Hindustan Times | ByRiddhi Doshi
Apr 07, 2016 06:20 PM IST

Prabhakar Pachpute has seen the struggles of Maharashtra’s farmers-turned-miners first-hand. Now, their struggles find expression through his works

Artist Prabhakar Pachpute at work inside the National Gallery of Modern Art, Mumbai(Photo: Aalok Soni)
Artist Prabhakar Pachpute at work inside the National Gallery of Modern Art, Mumbai(Photo: Aalok Soni)

One step after another and several more to follow; reaching the topmost floor of the National Gallery of Modern Art, Mumbai, is quite a climb. So has been 30-year-old artist Prabhakar Pachpute’s creative journey.

A 226-ft-circular wall at the gallery showcases images of farmers-turned-miners, the giddy pace at which mining is growing in India, and Pachpute’s experiences while following his subjects from his home town in Chandrapur, Maharashtra, to Turkey, Italy, Australia and the UK.

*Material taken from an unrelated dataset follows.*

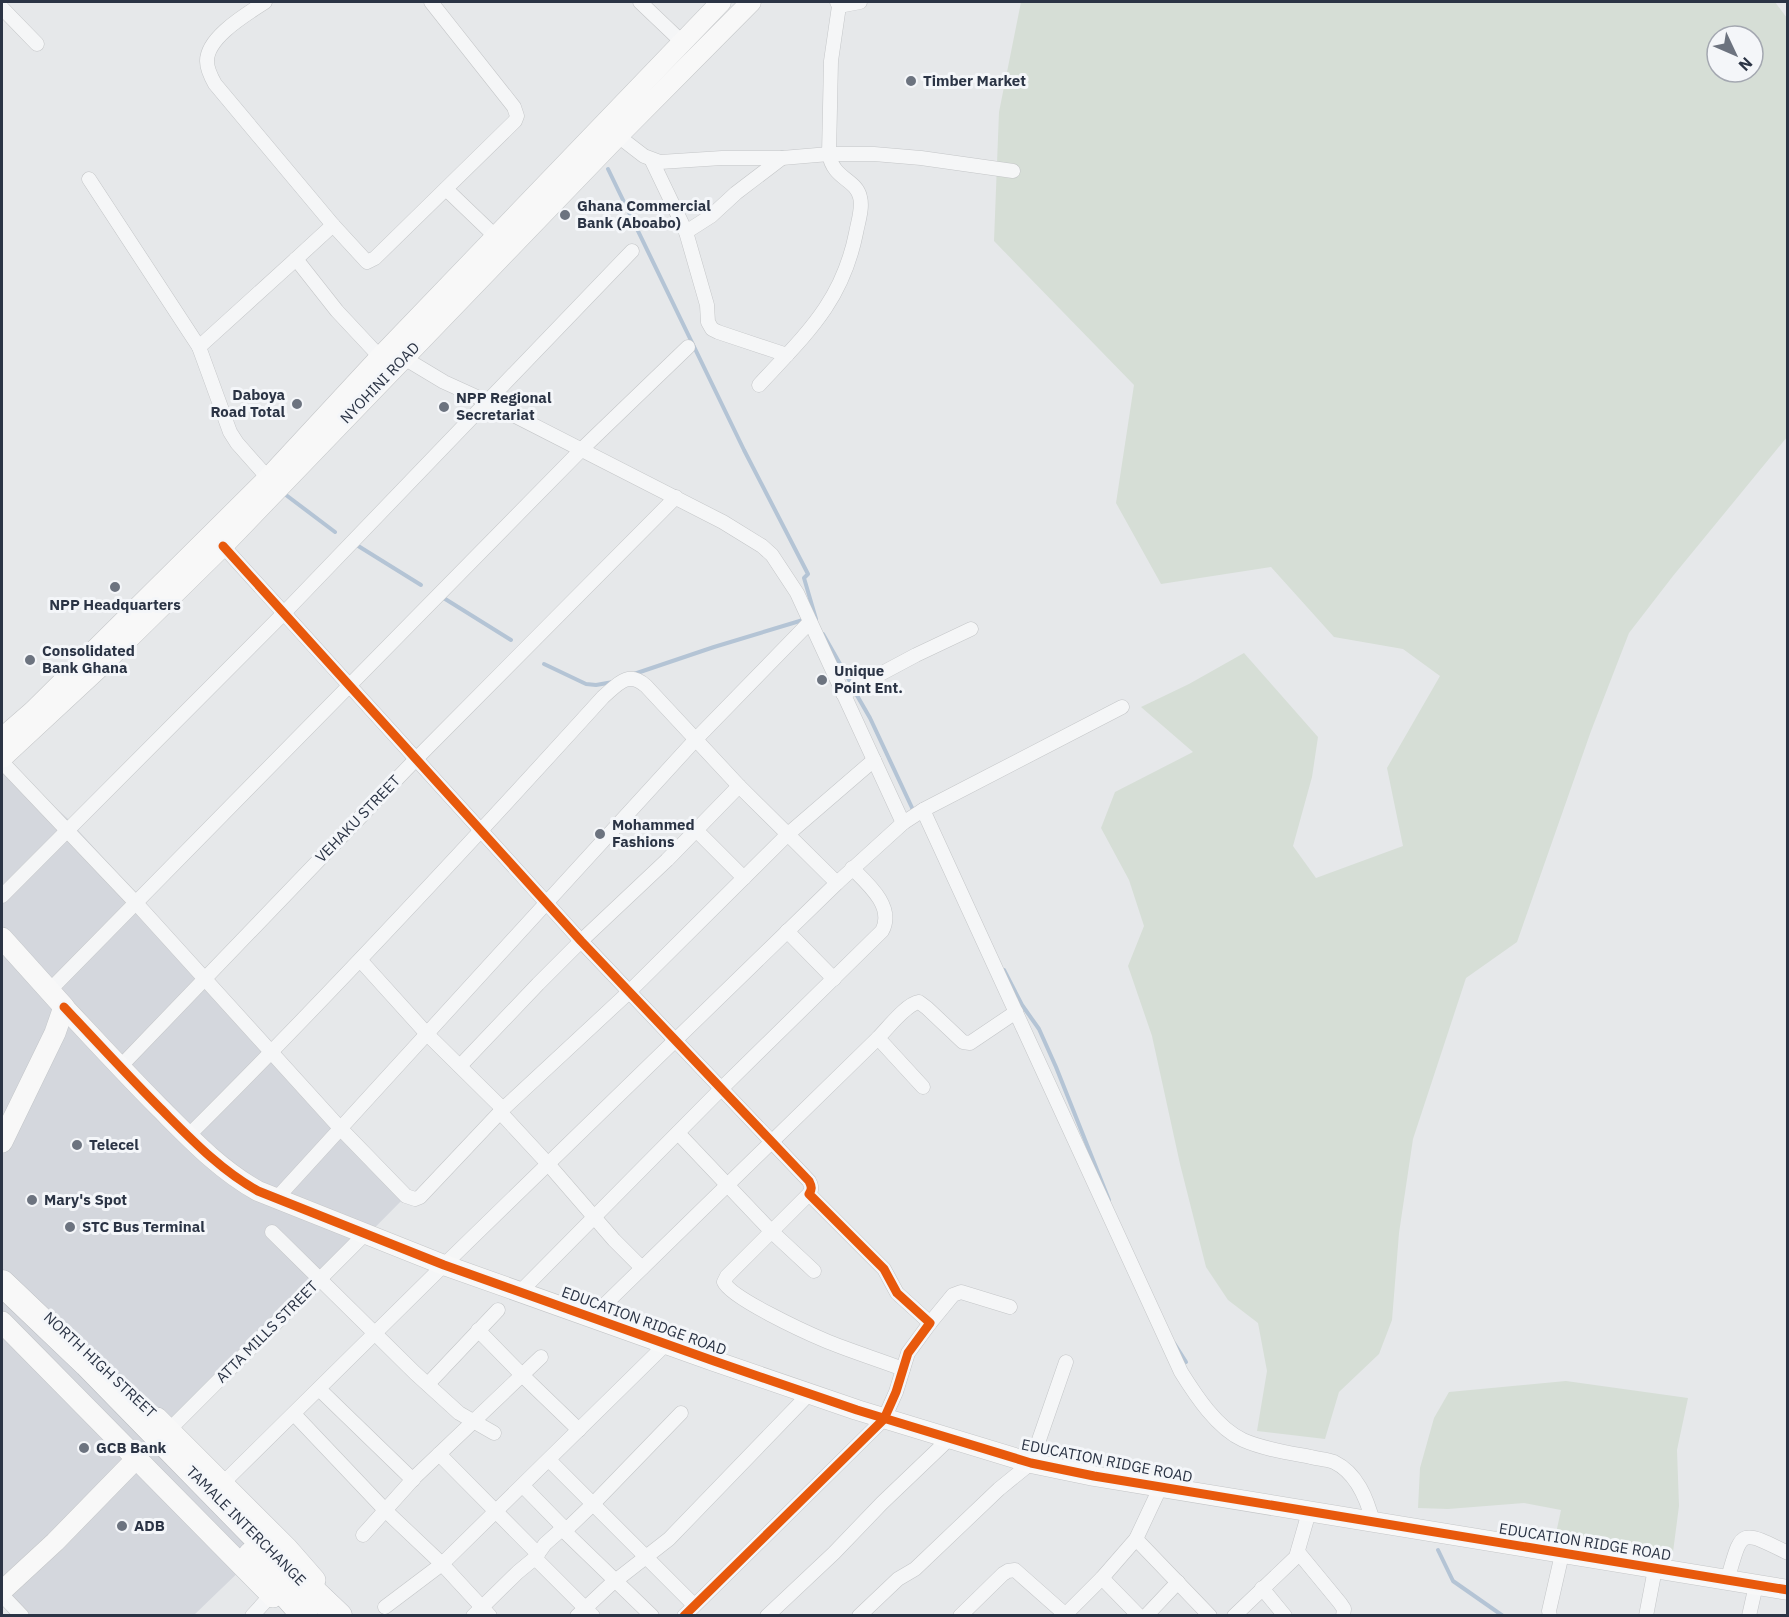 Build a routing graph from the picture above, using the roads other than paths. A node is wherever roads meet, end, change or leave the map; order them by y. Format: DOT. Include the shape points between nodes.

You are initiated into the visual drama with an evocative title — No, it wasn’t the locust cloud (Te tolanche dhaga navhate in Marathi). “A locust is an insect that looks like a cloud and can eat away an entire farm,” says Pachpute, adding, “It is used as a metaphor for land grabbers.”

Image showing farmers spraying pesticides made available through the state’s relief packages (Photo: Aalok Soni)
Image showing farmers spraying pesticides made available through the state’s relief packages (Photo: Aalok Soni)

Coming home

In this context, it refers to those who turn lush green fields into coal mines and make mining labourers out of farmers. It hits close to home for Pachpute who saw his grandfather and elder brother go through the process. “If a few farmers in the vicinity agree to sell their land to make a mine, others are sort of forced to. When mining commences, rainfall gets affected and the resultant pollution destroys the surrounding farms.”

Pachpute’s family was also forced to sell its farm: “I have heard stories about my grandfather earning `1, a lump of coal and some kerosene as his salary for working at the mine.”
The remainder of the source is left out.